## Task item
Beginning at the line containing "611,363 750,361 812,364" in the material below and ending at the line containing "1271,477 1258,435 1346,404", return each line exactly and add nothing.

== Segment start ==

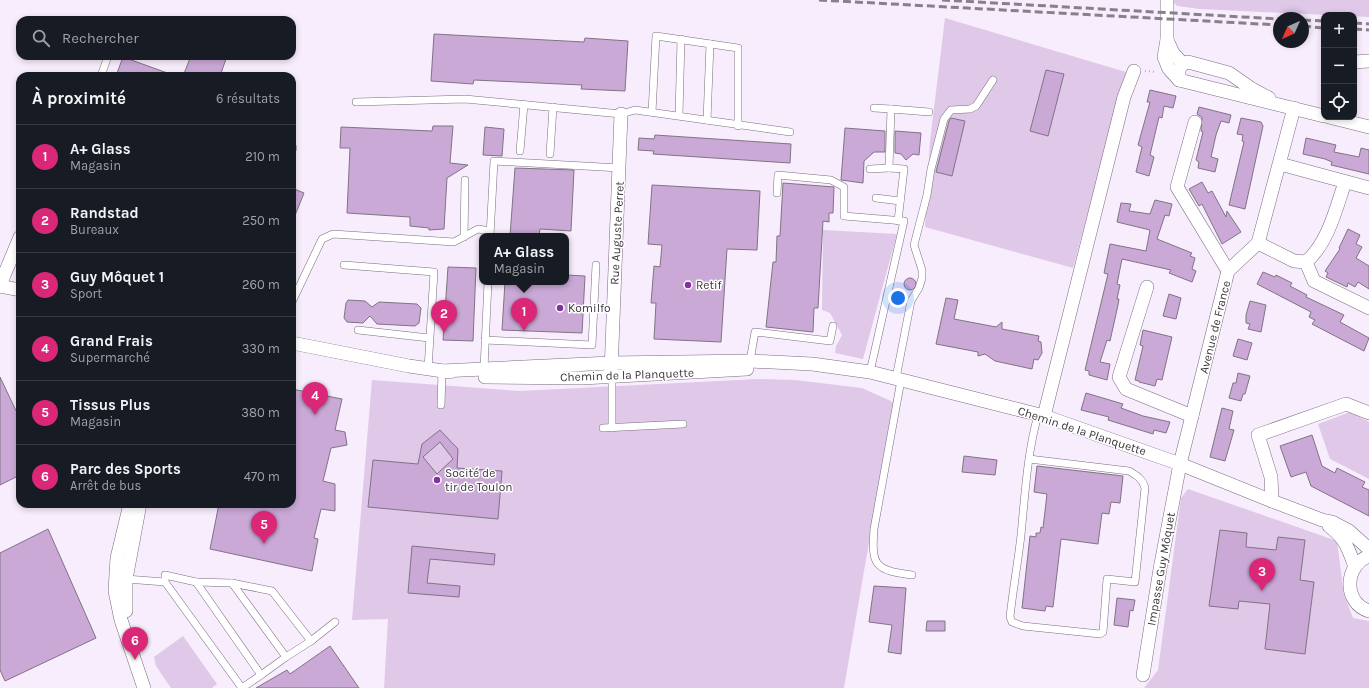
<!DOCTYPE html>
<html lang="fr">
<meta charset="utf-8">
<style>
body{margin:0;font-family:Karla,sans-serif;background:#20242c;color:#f1f3f6}
.controls{position:absolute;right:12px;top:12px;display:grid;overflow:hidden;border-radius:8px;box-shadow:0 2px 6px #0003}
.controls button{width:36px;height:36px;display:grid;place-items:center;padding:0;border:0;border-bottom:1px solid #363941;background:#171b24;color:#f1f3f6;font:20px sans-serif}
.compass{position:absolute;left:1273px;top:12px;width:36px;height:36px;border-radius:50%;background:#171b24;box-shadow:0 2px 6px #0003;rotate:225deg}
.you{position:absolute;left:898px;top:298px;width:14px;height:14px;margin:-10px;border:3px solid #fff;border-radius:50%;background:#1a73e8;box-shadow:0 0 0 6px #1a73e833}
.badge{display:grid;place-items:center;width:26px;height:26px;border-radius:50%;background:#db2777;color:#fff;font-size:13px;font-weight:700}
.pin{position:absolute;translate:-50% -33px;filter:drop-shadow(0 1px 2px #0008)}
.pin::after{content:'';position:absolute;top:21px;width:14px;height:12px;background:inherit;clip-path:polygon(0 0,100% 0,50% 100%)}
.popup{position:absolute;left:479px;top:233px;width:90px;height:52px;box-sizing:border-box;display:grid;place-content:center;border-radius:8px;background:#171b24;filter:drop-shadow(0 1px 3px #0005);font-size:13px;white-space:nowrap;color:#9ea1a6}
.popup b{font-size:15px;color:#f1f3f6}
.popup::after{content:'';position:absolute;left:50%;top:100%;margin-left:-8px;border:8px solid transparent;border-top-color:#171b24}
.list{margin:0;padding:0;list-style:none}
h2{display:flex;justify-content:space-between;align-items:center;height:52px;margin:0;padding:0 16px;font-size:17px}
h2 small{font-size:13px;font-weight:400;color:#9ea1a6}
.list li{display:grid;grid-template-columns:26px 1fr auto;gap:12px;align-items:center;box-sizing:border-box;height:64px;padding:0 16px;border-top:1px solid #363941}
.list b{display:block;font-size:15px;white-space:nowrap}
.list p{margin:0;font-size:13px;white-space:nowrap;color:#9ea1a6}
.list em{font-size:13px;font-style:normal;color:#9ea1a6}
.icon{flex:none;width:22px;height:22px;fill:none;stroke:currentColor;stroke-width:2;stroke-linecap:round;stroke-linejoin:round}
.map{position:relative;flex:none;width:1369px;height:688px;overflow:hidden}
.search{position:absolute;background:#171b24;box-shadow:0 2px 6px #0003;left:16px;top:16px;width:280px;height:44px;display:flex;align-items:center;gap:10px;box-sizing:border-box;padding:0 14px;border-radius:12px;color:#9ea1a6;font-size:15px}
.panel{position:absolute;background:#171b24;box-shadow:0 2px 6px #0003;left:16px;top:72px;width:280px;height:436px;border-radius:12px}
.map>svg:first-child{display:block}
.green{fill:#e0c8e9}
.building{fill:#caa9d7;stroke:#807384;fill-rule:evenodd}
.lines{fill:none;stroke-linecap:round;stroke-linejoin:round}
.lane-casing{stroke:#796d7e;stroke-width:8}
.street-casing{stroke:#796d7e;stroke-width:14}
.path{stroke:#b8afbc;stroke-width:2;stroke-dasharray:1 3;stroke-linecap:butt}
.lane{stroke:#fff;stroke-width:7}
.street{stroke:#fff;stroke-width:13}
.rail{stroke:#87808a;stroke-width:3;stroke-dasharray:8 4;stroke-linecap:butt}
.poi-dot{fill:#84319f;stroke:#fff;stroke-width:1.5}
.labels{text-anchor:middle;stroke-width:3;stroke-linejoin:round;paint-order:stroke}
.street-label{font-size:12px;fill:#3b363d;stroke:#fff}
.poi-label{font-size:12px;fill:#3b363d;stroke:#fff;text-anchor:start}
</style>
<div class="map">
<svg width="1369" height="688" viewBox="0 0 1369 688">
<rect width="100%" height="100%" fill="#f8edfd"/>
<!-- green -->
<g class="green">
<polygon points="1171,0 1369,0 1369,17 1200,9 1177,6"/>
<polygon points="945,18 1126,72 1073,268 925,227 930,141"/>
<polygon points="823,230 897,234 863,359 835,353 836,346 842,335 830,313 822,310"/>
<polygon points="758,379 795,380 862,388 893,402 844,688 384,688 388,619 352,620 372,380 519,391"/>
<polygon points="1350,412 1369,422 1369,479 1330,459 1318,424"/>
<polygon points="1188,489 1337,541 1344,595 1353,618 1369,621 1369,688 1144,688 1158,670 1181,498"/>
<polygon points="183,636 217,684 212,688 171,688 156,666 154,657"/>
</g>
<!-- building -->
<g class="building">
<polygon points="434,34 584,42 585,38 628,41 625,91 581,89 582,85 474,80 473,84 431,81"/>
<polygon points="191,56 227,56 220,76 183,76"/>
<polygon points="123,57 173,75 173,76 116,76"/>
<polygon points="1046,70 1064,74 1048,136 1030,131"/>
<polygon points="1150,90 1176,96 1173,108 1164,106 1162,118 1159,117 1150,155 1154,157 1149,176 1136,172 1142,147 1138,145 1150,102 1147,102"/>
<polygon points="1199,107 1231,115 1229,123 1221,121 1216,135 1211,157 1218,159 1215,172 1198,168 1199,162 1196,160 1203,132 1201,131 1202,117 1197,114"/>
<polygon points="951,118 965,121 952,176 936,172 949,121"/>
<polygon points="1241,118 1261,122 1263,126 1245,209 1229,205 1244,142 1242,141 1243,135 1237,134"/>
<polygon points="433,126 453,126 450,163 468,165 447,178 444,229 429,230 429,228 410,226 410,217 347,213 350,148 340,148 341,127 432,131"/>
<polygon points="485,127 504,129 502,156 483,155"/>
<polygon points="845,128 885,131 885,152 874,152 864,161 863,183 841,180"/>
<polygon points="895,131 921,133 919,155 913,154 906,160 901,154 895,153"/>
<polygon points="655,135 791,144 790,163 653,154 654,151 638,150 639,138 654,139"/>
<polygon points="1306,138 1336,145 1334,152 1359,157 1361,148 1369,150 1369,174 1331,165 1332,162 1325,159 1303,154"/>
<polygon points="515,168 574,170 571,231 540,229 539,236 510,236"/>
<polygon points="1202,182 1208,193 1212,191 1226,217 1227,211 1241,232 1222,244 1202,204 1199,206 1189,189"/>
<polygon points="783,183 834,187 833,213 829,213 829,222 823,221 818,308 814,308 813,332 766,327 773,262 776,262 777,236 780,236"/>
<polygon points="652,185 760,191 757,250 727,249 721,342 654,339 656,303 651,303 654,266 660,267 662,245 648,244"/>
<polygon points="292,188 304,193 292,223"/>
<polygon points="1155,200 1172,204 1169,216 1165,215 1157,239 1192,253 1190,256 1195,258 1192,269 1196,271 1192,282 1169,273 1171,270 1122,259 1117,284 1120,285 1117,299 1119,299 1118,305 1110,341 1107,340 1100,362 1110,364 1107,380 1089,375 1089,371 1085,370 1108,274 1104,273 1110,244 1146,251 1150,230 1117,222 1121,203 1131,204 1129,211 1150,214"/>
<polygon points="1348,229 1360,235 1356,244 1362,247 1356,258 1369,266 1369,289 1358,282 1355,287 1348,283 1347,287 1326,277 1328,273 1325,271 1340,249 1339,248"/>
<polygon points="448,267 476,268 473,341 443,340"/>
<polygon points="1263,272 1275,277 1276,275 1292,283 1290,286 1307,295 1306,297 1344,315 1340,322 1369,338 1364,351 1312,324 1315,320 1309,317 1311,312 1257,284"/>
<polygon points="566,275 585,276 582,333 502,330 505,282 566,282"/>
<circle cx="910" cy="284" r="6"/>
<polygon points="1169,294 1181,298 1176,319 1163,316"/>
<polygon points="946,298 958,300 954,319 996,327 1002,322 1002,329 1039,336 1038,341 1041,342 1042,353 1038,360 1034,359 1032,369 995,361 985,354 978,356 978,352 936,344"/>
<polygon points="348,300 365,301 372,307 379,302 417,304 421,308 419,323 415,326 377,324 370,316 363,323 347,322 344,318 346,303"/>
<polygon points="1250,301 1266,305 1261,332 1248,329 1250,324 1246,323 1246,315"/>
<polygon points="1143,330 1172,337 1162,380 1157,379 1155,386 1139,382 1139,381 1135,380 1143,346 1140,345"/>
<polygon points="1238,339 1252,343 1247,360 1233,356"/>
<polygon points="1238,373 1250,376 1245,394 1243,394 1241,401 1229,398 1233,383 1236,383"/>
<polygon points="0,377 20,419 20,475 0,485"/>
<polygon points="292,389 342,399 335,430 345,432 347,445 331,448 323,481 335,484 335,511 321,509 314,538 318,539 312,571 210,549 219,504 292,504"/>
<polygon points="1086,393 1123,404 1121,408 1143,416 1170,422 1166,433 1154,430 1153,434 1108,420 1109,417 1081,410"/>
<polygon points="1222,408 1233,411 1229,429 1234,430 1225,461 1210,457"/>
<path d="M440,430L458,449L457,468L502,471L498,519L368,507L373,460L418,464L422,444ZM440,442L453,459L437,474L423,457Z"/>
<polygon points="1312,435 1322,466 1335,473 1337,468 1365,482 1362,487 1369,490 1369,516 1311,486 1306,472 1291,477 1280,446"/>
<polygon points="964,456 997,460 995,475 962,472"/>
<polygon points="1037,466 1123,476 1120,503 1111,502 1109,514 1102,513 1098,544 1061,539 1053,607 1046,606 1045,611 1022,608 1030,536 1036,537 1036,533 1040,533 1041,527 1043,528 1047,494 1034,492"/>
<polygon points="48,529 96,638 5,681 0,670 0,553"/>
<polygon points="1220,530 1247,533 1246,547 1276,550 1278,537 1305,540 1300,580 1314,582 1305,654 1265,649 1270,604 1239,601 1238,609 1209,606"/>
<polygon points="412,546 495,554 494,565 430,559 427,583 460,586 459,597 408,593"/>
<polygon points="874,586 906,588 901,654 888,652 892,625 869,622"/>
<polygon points="1117,598 1135,600 1133,611 1130,610 1128,627 1114,625"/>
<polygon points="927,621 945,621 945,631 926,631"/>
<polygon points="330,646 359,688 256,688 287,670 290,674"/>
</g>
<g class="lines">
<defs>
<g id="lane">
<polyline points="101,76 108,56"/>
<polyline points="356,102 465,99 621,114 635,110 790,132"/>
<polyline points="874,108 891,109"/>
<polyline points="652,112 656,36 738,48 738,126"/>
<polyline points="679,115 681,39"/>
<polyline points="707,120 710,44"/>
<polyline points="292,148 293,148"/>
<polyline points="520,151 524,104"/>
<polyline points="550,154 553,107"/>
<polyline points="870,169 889,168"/>
<polyline points="777,193 778,175 831,180 844,187 844,216 904,221 870,372"/>
<polyline points="876,198 900,201"/>
<polyline points="898,221 904,169 889,168 891,109 929,112"/>
<polyline points="490,236 494,161 620,168"/>
<polyline points="464,237 465,180"/>
<polyline points="344,265 434,272 428,369"/>
<polyline points="292,302 322,239 333,234 454,242 478,229 490,231"/>
<polyline points="358,330 429,338"/>
<polyline points="485,340 592,345 596,265"/>
<polyline points="750,361 755,332 830,341 833,326"/>
<polyline points="484,369 488,282"/>
<polyline points="612,377 612,428"/>
<polyline points="896,378 911,301 919,288 922,278 922,270 914,245 927,195 931,169 944,119 951,110 970,109 976,106 993,80"/>
<path d="M901,380L874,529C871,567 876,570 912,575"/>
<polyline points="441,405 442,371"/>
<polyline points="603,428 683,424"/>
<path d="M1029,459L1129,471C1136,475 1143,479 1145,488L1135,582L1107,579L1103,632L1100,634L1023,626L1012,622L1010,617C1013,589 1018,562 1021,535C1025,495 1027,454 1038,415"/>
<polyline points="126,579 165,582 242,688 261,675 196,582 165,575 165,582"/>
<polyline points="196,582 232,583 286,657 261,675"/>
<polyline points="232,583 272,591 311,641 286,657"/>
<polyline points="311,641 335,622"/>
</g>
<g id="street">
<polyline points="1167,0 1167,40 1164,57 1169,69 1179,80 1324,116"/>
<polyline points="1167,40 1173,53 1183,64"/>
<polyline points="1354,62 1369,61"/>
<polyline points="1179,80 1179,69 1183,64 1188,62 1229,73 1252,89 1269,98"/>
<polyline points="1329,117 1369,127"/>
<polyline points="1195,122 1177,187 1228,271"/>
<polyline points="1280,164 1369,188"/>
<polyline points="1258,243 1294,261 1306,262"/>
<path d="M1306,262C1328,243 1336,209 1345,182"/>
<polyline points="1306,262 1314,281 1369,308"/>
<polyline points="0,285 20,237"/>
<polyline points="0,286 20,290"/>
<polyline points="1147,287 1119,377 1126,389 1192,416"/>
<polyline points="292,343 409,366 450,372"/>
<polyline points="442,371 611,363 750,361 812,364 870,372 1044,416 1180,464 1272,501 1322,520 1332,522 1349,531 1369,549"/>
<polyline points="611,372 621,114"/>
<polyline points="485,377 582,378 747,369"/>
<polyline points="1044,416 1124,97 1134,71"/>
<polyline points="1272,501 1271,477 1258,435 1346,404 1369,413"/>
<polyline points="130,504 117,558 115,591 121,620 144,688"/>
<path d="M1329,526C1346,539 1348,548 1355,567"/>
<path d="M1369,556C1344,565 1343,603 1369,611"/>
<polyline points="126,611 126,579 140,504"/>
<polyline points="1143,675 1160,569 1180,464 1228,271 1258,243 1294,108"/>
</g>
</defs>
<!-- lane casing -->
<use href="#lane" class="lane-casing"/>
<!-- street casing -->
<use href="#street" class="street-casing"/>
<!-- path -->
<polyline class="path" points="1145,71 1156,72"/>
<!-- lane -->
<use href="#lane" class="lane"/>
<!-- street -->
<use href="#street" class="street"/>
<!-- rail -->
<g class="rail">
<polyline points="819,0 1279,25"/>
<polyline points="942,0 1279,19"/>
<polyline points="1303,20 1324,21"/>
<polyline points="1354,23 1369,24"/>
<polyline points="1303,26 1324,28"/>
<polyline points="1354,29 1369,30"/>
</g>
</g>
<!-- markers -->
<g class="poi-dot">
<circle cx="688" cy="285" r="4"/>
<circle cx="560" cy="308" r="4"/>
<circle cx="437" cy="480" r="4"/>
</g>
<g class="labels">
<!-- street labels -->
<g class="street-label">
<text transform="translate(617 233) rotate(-87)" y="4">Rue Auguste Perret</text>
<text transform="translate(1215 327) rotate(-76)" y="4">Avenue de France</text>
<text transform="translate(627 375) rotate(-2)" y="4">Chemin de la Planquette</text>
<text transform="translate(1082 431) rotate(18)" y="4">Chemin de la Planquette</text>
<text transform="translate(1161 569) rotate(-80)" y="4">Impasse Guy Môquet</text>
</g>
<!-- poi labels -->
<g class="poi-label">
<text x="696" y="289">Retif</text>
<text x="568" y="312">Komilfo</text>
<text x="445" y="477">Socité de<tspan x="445" dy="14">tir de Toulon</tspan></text>
</g>
</g>
</svg>
<div class="controls">
<button>+</button>
<button>−</button>
<button><svg class="icon" aria-label="locate" viewBox="0 0 24 24"><circle cx="12" cy="12" r="6"/><path d="M12 2v4M12 18v4M2 12h4M18 12h4"/></svg></button>
</div>
<svg class="compass" viewBox="-18 -18 36 36"><path d="M0-13l5 13h-10z" fill="#e53935"/><path d="M0 13l5-13h-10z" fill="#9ea1a6"/></svg>
<div class="you"></div>
<div class="pin badge" style="left:524px;top:331px">1</div>
<div class="popup"><b>A+ Glass</b>Magasin</div>
<div class="pin badge" style="left:444px;top:333px">2</div>
<div class="pin badge" style="left:1262px;top:591px">3</div>
<div class="pin badge" style="left:315px;top:415px">4</div>
<div class="pin badge" style="left:264px;top:544px">5</div>
<div class="pin badge" style="left:135px;top:660px">6</div>
<div class="search"><svg class="icon" aria-label="search" viewBox="0 0 24 24"><circle cx="10" cy="10" r="6"/><path d="M15 15l6 6"/></svg>Rechercher</div>
<section class="panel">
<h2>À proximité<small>6 résultats</small></h2>
<ul class="list">
<li><span class="badge">1</span><div><b>A+ Glass</b><p>Magasin</p></div><em>210 m</em></li>
<li><span class="badge">2</span><div><b>Randstad</b><p>Bureaux</p></div><em>250 m</em></li>
<li><span class="badge">3</span><div><b>Guy Môquet 1</b><p>Sport</p></div><em>260 m</em></li>
<li><span class="badge">4</span><div><b>Grand Frais</b><p>Supermarché</p></div><em>330 m</em></li>
<li><span class="badge">5</span><div><b>Tissus Plus</b><p>Magasin</p></div><em>380 m</em></li>
<li><span class="badge">6</span><div><b>Parc des Sports</b><p>Arrêt de bus</p></div><em>470 m</em></li>
</ul>
</section>
</div>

== Segment end ==

## Exercise result
<polyline points="442,371 611,363 750,361 812,364 870,372 1044,416 1180,464 1272,501 1322,520 1332,522 1349,531 1369,549"/>
<polyline points="611,372 621,114"/>
<polyline points="485,377 582,378 747,369"/>
<polyline points="1044,416 1124,97 1134,71"/>
<polyline points="1272,501 1271,477 1258,435 1346,404 1369,413"/>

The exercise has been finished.